All right. I would like to write an opinion like Jude Aubrey Robinson, if I could. I'm not sure I could do as well as Judge Robinson. He does so well. But I don't have the time to sit down and write a decision on this matter. Therefore, I will make my findings and conclusions in open court here. These constitute my findings and conclusions and will be recorded by the reporter, and they stand as my conclusions.
The long and the short is that I deny the defendant's motion to suppress. I find as a fact that the officers came to the defendant's apartment to execute a bench warrant. They knocked on the door for several minutes before he opened the door.
Eventually he opened the door, wearing only a bathrobe. They advised him of their purpose, and he asked if he could get dressed. He then went towards his bedroom with the marshal following him. And when he entered his bedroom, he reached for and picked up a loaded .45 caliber semi-automatic handgun, pointed it at the marshal. The marshal unholstered his gun and advised the defendant that he would shoot him if he did not drop it. Whereupon the defendant dropped the weapon.
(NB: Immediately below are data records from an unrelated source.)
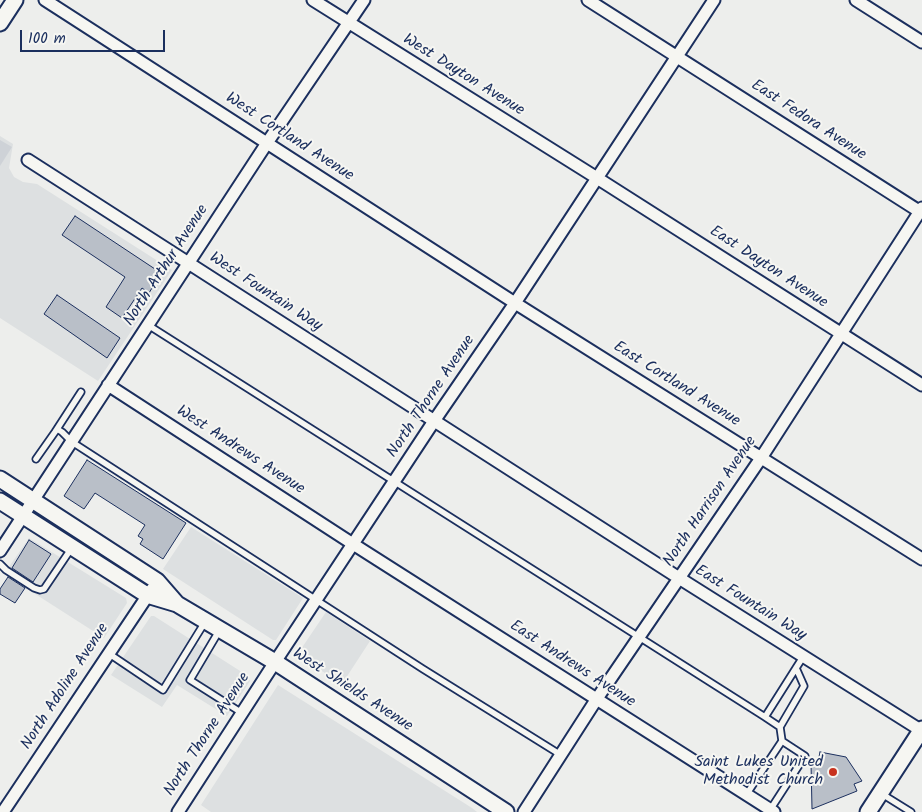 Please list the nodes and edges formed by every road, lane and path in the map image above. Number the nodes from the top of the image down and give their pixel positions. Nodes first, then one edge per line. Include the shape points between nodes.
1 (15, 0) edge
2 (45, 0) edge
3 (313, 0) edge
4 (364, 0) edge
5 (588, 0) edge
6 (714, 0) edge
7 (856, 0) edge
8 (0, 23) edge
9 (348, 23) junction
10 (922, 42) edge
11 (677, 56) junction
12 (267, 142) junction
13 (28, 160) dead end
14 (597, 178) junction
15 (921, 211) edge
16 (189, 264) junction
17 (515, 303) junction
18 (148, 325) junction
19 (841, 334) junction
20 (108, 385) junction
21 (922, 385) edge
22 (80, 392) dead end
23 (434, 421) junction
24 (57, 429) junction
25 (72, 442) junction
26 (761, 458) junction
27 (36, 459) dead end
28 (0, 479) edge
29 (394, 482) junction
30 (32, 500) junction
31 (0, 501) edge
32 (23, 516) junction
33 (354, 544) junction
34 (72, 547) junction
35 (0, 551) edge
36 (922, 559) edge
37 (0, 564) edge
38 (679, 578) junction
39 (157, 581) junction
40 (146, 595) junction
41 (316, 600) junction
42 (177, 604) junction
43 (206, 621) junction
44 (220, 630) junction
45 (640, 636) junction
46 (108, 653) junction
47 (803, 657) junction
48 (275, 662) junction
49 (796, 668) junction
50 (596, 700) junction
51 (242, 713) junction
52 (765, 717) junction
53 (780, 727) junction
54 (922, 731) edge
55 (782, 741) junction
56 (561, 755) junction
57 (880, 793) junction
58 (746, 795) junction
59 (772, 811) edge
60 (3, 812) edge
61 (178, 812) edge
62 (506, 812) edge
63 (524, 812) edge
64 (868, 812) edge
65 (911, 812) edge

1 - 8 main road
2 - 12 street, West Cortland Avenue
3 - 9 street, West Dayton Avenue
4 - 9 street, North Arthur Avenue
5 - 11 street, East Fedora Avenue
6 - 11 street, North Thorne Avenue
7 - 10 street
9 - 12 street, North Arthur Avenue
9 - 14 street, West Dayton Avenue
11 - 14 street, North Thorne Avenue
11 - 15 street, East Fedora Avenue
12 - 16 street, North Arthur Avenue
12 - 17 street, West Cortland Avenue
13 - 16 street, West Fountain Way
14 - 17 street, North Thorne Avenue
14 - 19 street, East Dayton Avenue
15 - 19 street, North Harrison Avenue
16 - 18 street, North Arthur Avenue
16 - 23 street, West Fountain Way
17 - 23 street, North Thorne Avenue
17 - 26 street, East Cortland Avenue
18 - 20 street, North Arthur Avenue
18 - 29 lane
19 - 21 street, East Dayton Avenue
19 - 26 street, North Harrison Avenue
20 - 25 street, North Arthur Avenue
20 - 33 street, West Andrews Avenue
22 - 24 lane
23 - 29 street, North Thorne Avenue
23 - 38 street, East Fountain Way
24 - 25 lane
24 - 27 lane
25 - 30 street, North Arthur Avenue
25 - 41 lane
26 - 36 street, East Cortland Avenue
26 - 38 street, North Harrison Avenue
28 - 30 main road, West Shields Avenue
29 - 33 street, North Thorne Avenue
29 - 45 lane
30 - 32 street, North Arthur Avenue
30 - 39 main road, West Shields Avenue
31 - 32 main road, West Shields Avenue
32 - 34 main road, West Shields Avenue
32 - 35 street, North Arthur Avenue
33 - 41 street, North Thorne Avenue
33 - 50 street, East Andrews Avenue
34 - 37 lane via 44,589 40,590
34 - 40 main road, West Shields Avenue
38 - 45 street, North Harrison Avenue
38 - 47 street, East Fountain Way
39 - 40 street, North Adoline Avenue
39 - 42 main road, West Shields Avenue
40 - 42 main road, West Shields Avenue
40 - 46 street, North Adoline Avenue
41 - 48 street, North Thorne Avenue
41 - 56 lane
42 - 43 main road, West Shields Avenue
43 - 44 main road, West Shields Avenue
43 - 46 lane via 163,690
44 - 48 main road, West Shields Avenue
44 - 51 lane via 190,680
45 - 50 street, North Harrison Avenue
45 - 52 lane
46 - 60 street, North Adoline Avenue
47 - 49 lane
47 - 54 street, East Fountain Way
48 - 51 street, North Thorne Avenue
48 - 62 main road, West Shields Avenue
49 - 52 lane
49 - 53 lane via 804,686
50 - 56 street, North Harrison Avenue
50 - 58 street, East Andrews Avenue
51 - 61 street, North Thorne Avenue
52 - 53 lane
53 - 55 lane
54 - 57 main road
55 - 58 lane
55 - 59 lane via 804,756
56 - 63 street, North Harrison Avenue
57 - 64 main road
57 - 65 lane
58 - 59 street, East Andrews Avenue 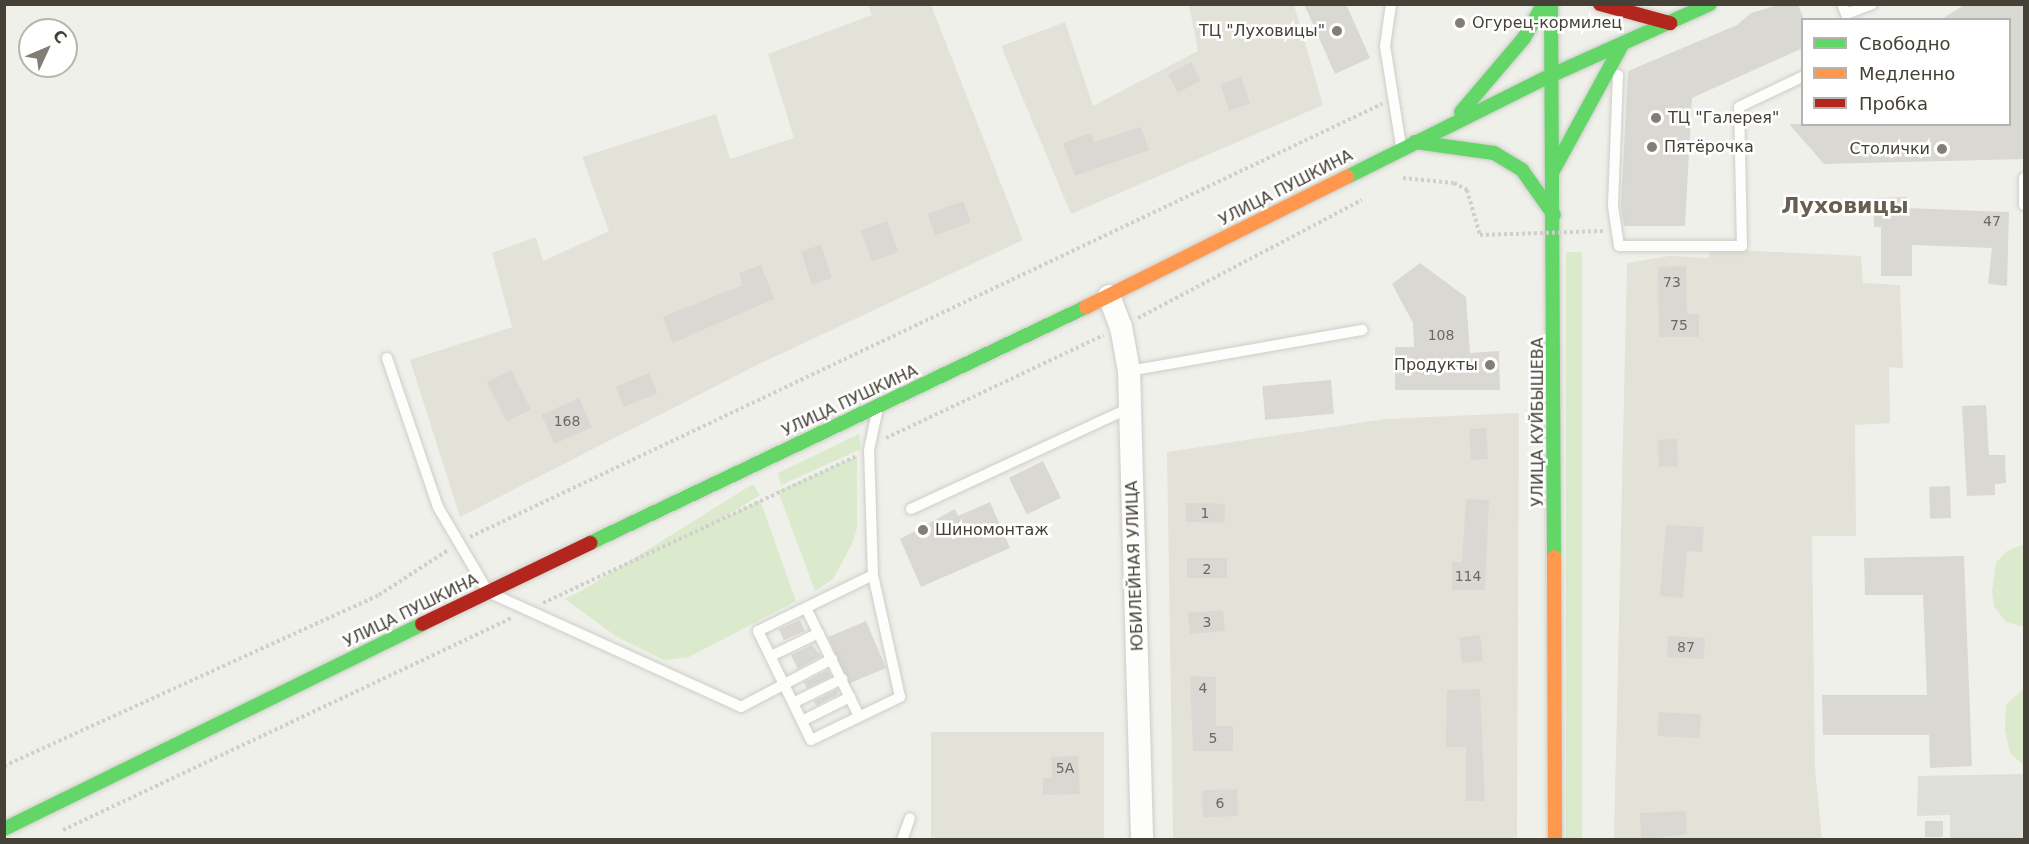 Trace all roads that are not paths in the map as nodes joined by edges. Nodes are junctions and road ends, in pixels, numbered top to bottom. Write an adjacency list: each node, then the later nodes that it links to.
1 (1390, 4): 13 (lane)
2 (1544, 4): 12 (main road)
3 (1551, 4): 10 (main road, УЛИЦА КУЙБЫШЕВА)
4 (1600, 4): 8 (main road)
5 (1710, 4): 8 (main road, УЛИЦА ПУШКИНА)
6 (1872, 4): 7 (lane)
7 (1845, 13)
8 (1670, 23): 9 (main road, УЛИЦА ПУШКИНА)
9 (1622, 45): 10 (main road, УЛИЦА ПУШКИНА); 11 (lane); 14 (main road)
10 (1552, 75): 12 (main road, УЛИЦА ПУШКИНА); 14 (main road, УЛИЦА КУЙБЫШЕВА)
11 (1801, 78)
12 (1448, 126): 13 (main road, УЛИЦА ПУШКИНА)
13 (1408, 145): 17 (main road); 18 (main road, УЛИЦА ПУШКИНА)
14 (1553, 171): 17 (main road, УЛИЦА КУЙБЫШЕВА)
15 (2025, 178): 16 (lane)
16 (2025, 204)
17 (1554, 215): 41 (main road, УЛИЦА КУЙБЫШЕВА)
18 (1109, 296): 21 (street, ЮБИЛЕЙНАЯ УЛИЦА); 22 (main road, УЛИЦА ПУШКИНА)
19 (1362, 330): 21 (lane)
20 (387, 358): 26 (lane)
21 (1129, 370): 23 (street, ЮБИЛЕЙНАЯ УЛИЦА)
22 (878, 406): 25 (lane); 26 (main road, УЛИЦА ПУШКИНА)
23 (1130, 408): 24 (lane); 40 (street, ЮБИЛЕЙНАЯ УЛИЦА)
24 (911, 509)
25 (873, 575): 27 (lane); 35 (lane)
26 (488, 592): 32 (lane); 38 (main road, УЛИЦА ПУШКИНА)
27 (806, 608): 28 (lane); 29 (lane)
28 (819, 633): 29 (lane); 30 (lane)
29 (771, 656): 32 (lane)
30 (832, 659): 31 (lane); 32 (lane)
31 (842, 679): 33 (lane); 34 (lane)
32 (783, 682): 34 (lane)
33 (850, 697): 35 (lane); 36 (lane)
34 (793, 703): 36 (lane)
35 (860, 716): 36 (lane)
36 (802, 721)
37 (910, 818): 39 (lane)
38 (4, 829)
39 (902, 840)
40 (1142, 840)
41 (1555, 840) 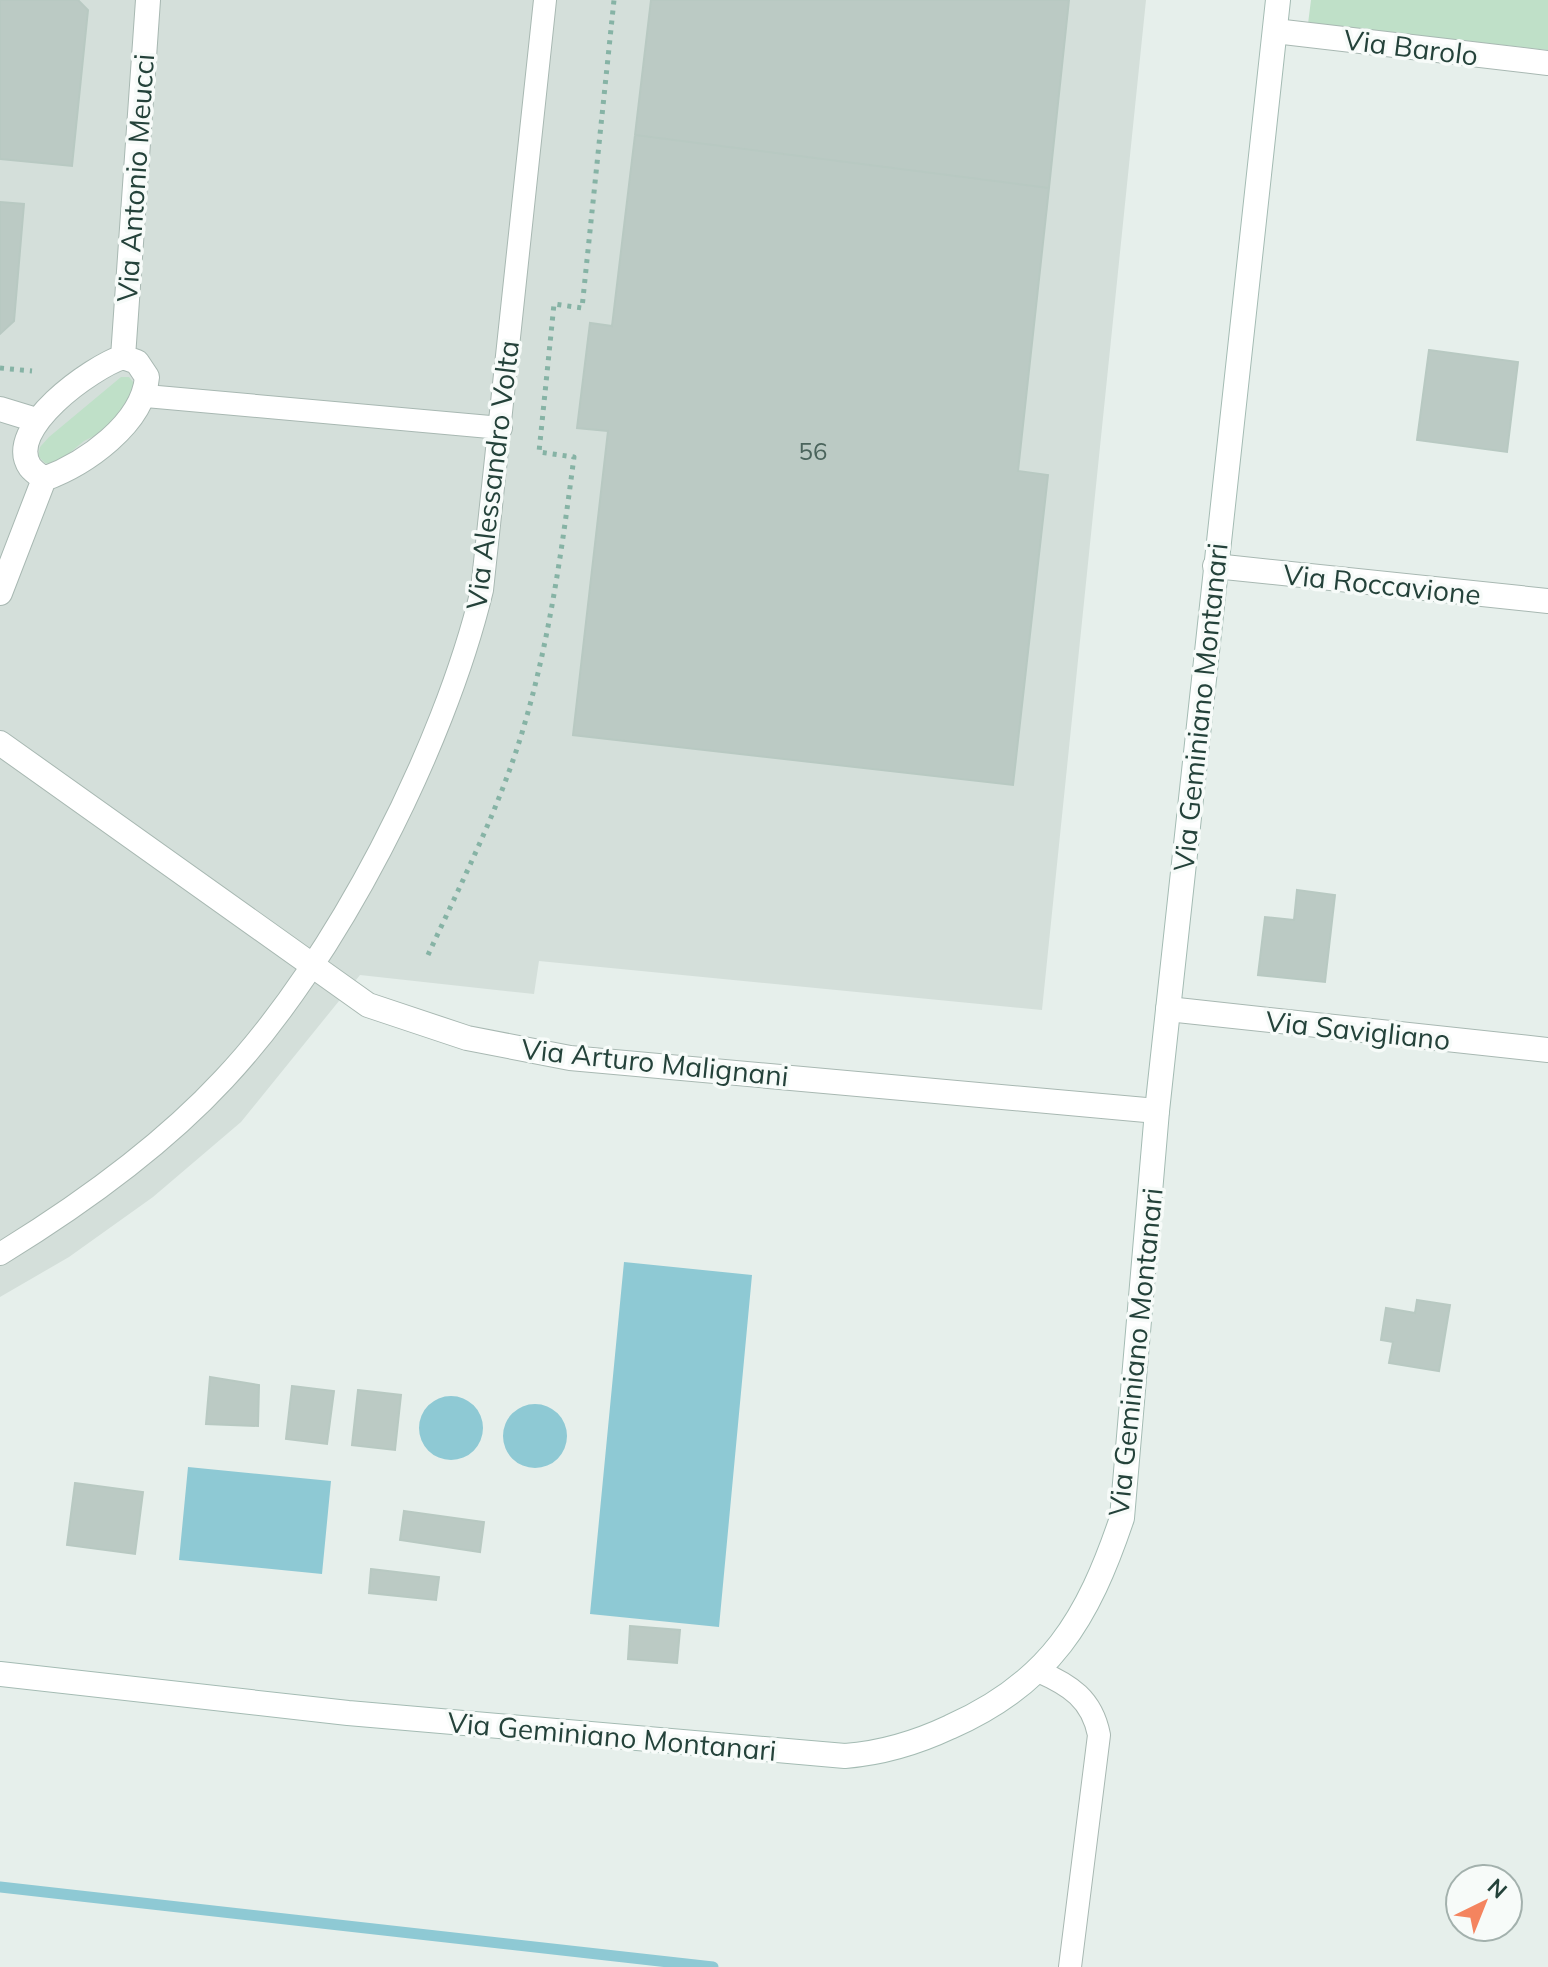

The defendant then was handcuffed, and the marshal then went back into the bedroom to recover the gun. And when he did so, he saw in open view, plain open view, a gun magazine, another handgun, a Mack .11 [sic] handgun. There was also a partially hidden bag containing crack cocaine. The marshal looked into the closet which was open. He could see what appeared to him to be a shotgun, a weapon wrapped in a plastic garbage bag. It was in open view, and it appeared to him to be a weapon, and he was correct.
Now, in the process, the marshall searched--I won't say searched. He conducted a sweep of the room, including reaching in between the mattresses, There were two mattresses on the bed. There he found another shotgun, and that's the only item in this whole thing that is in any question whatsoever. Everything else, the ammunition, everything I have mentioned, all of that was in plain open view, and he had a write [sic] to view as he was executing his warrant and after the defendant and after the defendant had pulled a weapon, he had the right to arrest him, make a sweep of the premises to see that there were no further contraband or no further weapons.
So all told, we boil down to the only question is the retrieval of the one shotgun from under the mattress. Under the facts of this case, it doesn't make really any difference, because there is so much that there is just no question about whatsoever, I could suppress it, but even if -- but I think under Judge Robinson's rationale, and that of the other cases he cites, that it was part of a legitimate sweep of the premises following the defendant's action in the arrest.
But even if there were a question, I would say that the doctrine of inevitability is applicable here. The government promptly got a search warrant to search for indicia of ownership of the apartment and so forth, and if the weapon had not already been secured, it would have been during that, so that doctrine is applicable, even if there were any question about the sweep and the discovery of the weapons subject to the sweep.
Having checked with my lawyers, he advises me I have not missed anything that I needed to cover, so these will constitute my findings and conclusions.
The judge should have suppressed the drugs and the guns found in the second warrantless search of the bedroom. Immediately after the arrest, in the dim light of the television in the bedroom, the marshal was legitimately able to observe the two handguns and the magazine he seized there. However, the marshal's later return to that "very dark," "very small" room admittedly to search only for additional guns, which he did only after opening the window blinds so that he "could see," was not the equivalent of a permissible "protective sweep" of the area adjacent to the arrest for other persons who might have attacked him. This Court's recent reversal of the District Court's decision in the Ford case, upon which the Government and the judge relied below, conclusively establishes the error of the judge's main rationale for denying the suppression motion. United States v. Ford, 56 F.3d 265 (D.C. Cir. 1995).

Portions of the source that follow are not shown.